Het fijne van een stad als Nijmegen is dat ik niemand tegenkom die ik ken, ik weet ook vrij zeker dat dat de komende dagen niet zal gebeuren. Fijn is dat.
Wel is uit onderzoek gebleken dat in kleinere gemeenschappen en steden vaker depressies voorkomen, ook drugsgebruik en alcoholisme komen hier in hogere mate voor dan in grotere steden. Maar eenzaamheid en verveling staan misschien wel bovenaan het lijstje.

Hier
Station Nijmegen was minder klein en aandoenlijk dan in mijn fantasie. Ook was ik verbaasd over de drukte, maar die was goed te verklaren; de stad werd bevolkt door honderden studenten die zichzelf gingen pijnigen tijdens een introductieweek.

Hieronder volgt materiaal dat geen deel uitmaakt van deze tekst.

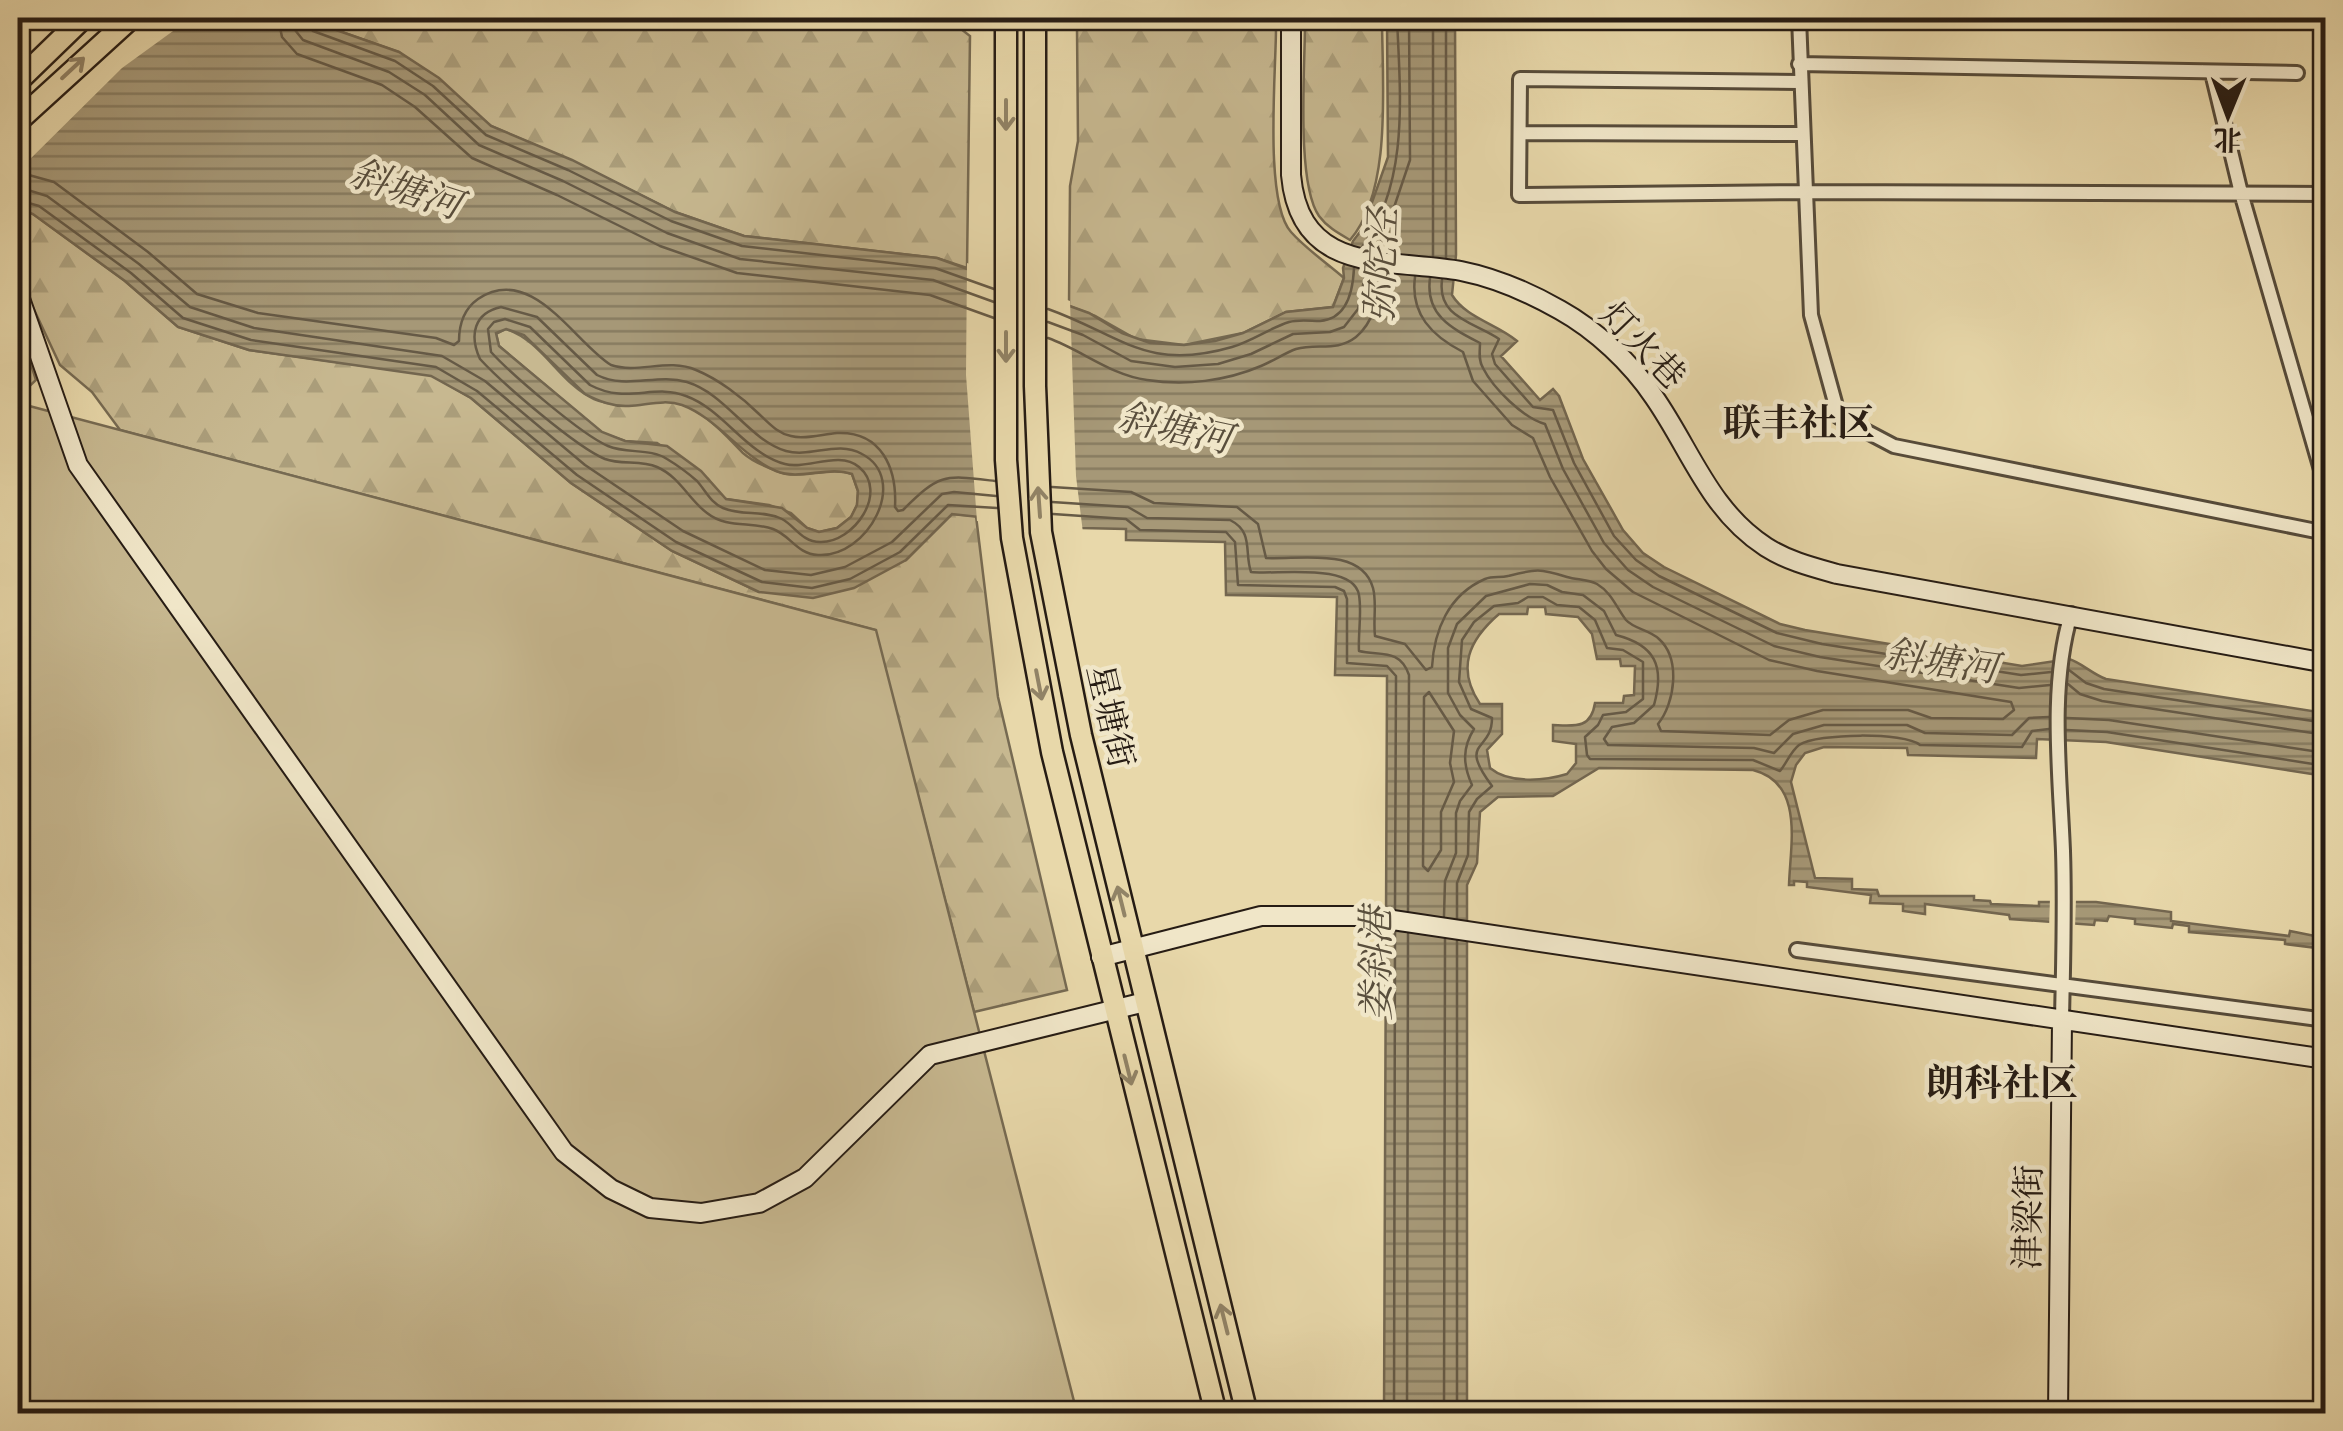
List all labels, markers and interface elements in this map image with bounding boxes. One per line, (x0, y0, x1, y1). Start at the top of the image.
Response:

De kennismaking tussen de Nederlanders, Belgen en Duitsers verliep vlekkeloos. Er ontstond geen ruzie, wel werden er grapjes gemaakt over het teruggeven van fietsen, maar slechts kort. Er werd over Mein Kampf gesproken, maar dan alleen omdat iemand zei dat dit boek binnenkort weer te koop zou zijn bij de betere boekhandel. Dat deed me echt deugd.
‘s Middags zaten we in de tuin en werd het al snel duidelijk dat ik een nieuwe held ontdekt had: Markim, een van de organisatoren van project Hier. Een bijzonder enthousiaste man met een roze zonnebril, korte broeken en Birkenstocks (iets wat Maartje Wortel heel sexy blijkt te vinden) en een ingenieus apparaatje om zijn sigaretten mee te rollen. Ik zou het vanaf nu alleen nog maar over Markim kunnen schrijven, maar dat kan altijd nog.
We aten ijs en spraken over het fenomeen poetry slam waar ik tot op heden weinig van begrijp, de drie Duitsers waren echte slammers vertelden ze.
Eigenlijk hadden we moeten gaan schrijven, maar eerst moest er gedronken worden. Uiteindelijk, aan het einde van de avond liepen we langs een totaal verlaten café dat “de verjaardag” heette en besloten we te gaan darten, geschreven was er nog altijd niet.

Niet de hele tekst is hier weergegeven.